Ubuntu derivatives: 5 of the best Ubuntu-based distros

Ace Ubuntu derivatives

Are you a Linux desktop user who loves Ubuntu but is wary of Unity? You're in luck. There are lots of Ubuntu spins, both from Canonical and independent developers, which preserve the basic infrastructure and essence of Ubuntu but replace the default Unity desktop.

Canonical has been producing official spins since its second release, but they have been getting more attention since Ubuntu switched to Unity. The oldest, and one of the most popular, is Kubuntu, which offers the KDE desktop; if you want Ubuntu goodness on an underpowered computer, there's the lightweight Lubuntu; and starting with the 13.04 Raring Ringtail release, users will also be able to use the Gnome desktop thanks to the new Ubuntu Gnome spin.
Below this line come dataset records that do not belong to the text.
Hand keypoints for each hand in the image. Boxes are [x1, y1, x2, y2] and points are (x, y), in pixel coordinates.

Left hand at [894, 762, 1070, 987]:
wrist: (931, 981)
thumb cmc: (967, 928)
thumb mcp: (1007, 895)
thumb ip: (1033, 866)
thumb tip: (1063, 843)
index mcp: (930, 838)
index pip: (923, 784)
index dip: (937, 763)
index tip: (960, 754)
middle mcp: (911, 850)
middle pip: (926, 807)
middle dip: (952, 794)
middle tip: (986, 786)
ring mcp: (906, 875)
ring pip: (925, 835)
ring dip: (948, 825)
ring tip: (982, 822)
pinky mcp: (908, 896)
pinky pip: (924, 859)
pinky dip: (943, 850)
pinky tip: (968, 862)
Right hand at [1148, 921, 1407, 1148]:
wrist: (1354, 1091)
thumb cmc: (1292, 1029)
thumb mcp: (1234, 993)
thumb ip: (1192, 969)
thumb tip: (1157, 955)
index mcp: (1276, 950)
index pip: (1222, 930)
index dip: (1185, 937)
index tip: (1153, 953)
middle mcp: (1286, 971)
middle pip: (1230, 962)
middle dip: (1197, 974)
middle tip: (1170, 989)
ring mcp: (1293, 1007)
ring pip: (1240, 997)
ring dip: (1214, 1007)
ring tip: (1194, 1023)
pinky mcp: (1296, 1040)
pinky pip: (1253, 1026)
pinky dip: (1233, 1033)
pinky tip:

As well as these official spins, many independent developers use Ubuntu as the base for their own distros. While most of these are just the stock Ubuntu release with a few added applications, some developers put in the extra effort.

Bodhi Linux is a semi-rolling distro that's based on the stable Ubuntu Long Term Support (LTS) releases. It installs an elegant-looking, minimal system that can be customised easily to suit a regular desktop or a dated machine. Also featured is Zorin OS, designed to appease users moving from Windows.

How we tested...

Comparing the distros was tricky. As they're all underpinned by Ubuntu, the usual parameters for comparison, such as installation, were very similar. The main reason for this roundup is to help you select a distro that gives you a better desktop experience than Unity.

Another important point of comparison is system requirements. Unity requires accelerated graphics, which makes the standard Ubuntu unsuitable for older computers. We also paid attention to the custom tools shipped with some distros that have their own package manager. Some replace the default tools with their particular desktop environment to increase usability.

No distro comparison is complete without a look at bundled apps and configuration options, and even more so, since both of these factors depend on the desktop environment.

Default apps


For most distros in this roundup, the choice of default software depends on the desktop. So you'll find Gnome-apps such as Evolution, Shotwell, Rhythmbox and Totem in Ubuntu Gnome, and KDE-apps such as Kmail, Amarok and Dragon Player in Kubuntu.

Although both of these distros try to remain true to their desktops, there are some exceptions. Most notable is LibreOffice, the default suite in Ubuntu Gnome, Kubuntu and Zorin. The lightweight Lubuntu uses AbiWord and Gnumeric instead, and Bodhi ships with only a basic text editor. In fact, the only real app in Bodhi is the Midori web browser, which you can use to access Bodhi's online app store and download new apps. Interestingly, Google Docs thinks of Midori as an outdated version of Google Chrome.

Zorin ships with the real proprietary Google Chrome, while Lubuntu includes its open source sister, Chromium. Instead of Gnome's Epiphany browser (now rechristened simply Web), Ubuntu Gnome includes Firefox. Kubuntu ships with its own Reconq browser, although it does have a shortcut to install Firefox.

In stark contrast to Bodhi, the other lightweight distro, Lubuntu is chock full of apps. It's got some GTK apps such as the document viewer Evince, Archive Manager and image editor mtPaint, along with feature-weight apps that go with its LXDE desktop, such as the Leafpad text editor and PCManFM. Lubuntu also has the Sylpheed email client and the Chromium web browser. It's also got Audacious and Gnome Mplayer so you can play most popular formats: MP3s, AVIs and MP4s etc.

Ubuntu Gnome also lets you play MP3s out of the box with Rhythmbox. You won't find any plugins under Kubuntu but its multimedia apps are designed to fetch codecs as and when they are needed. The best thing about the Ubuntu derivatives is that you can install proprietary plugins and codecs to play restricted formats while installing the distro.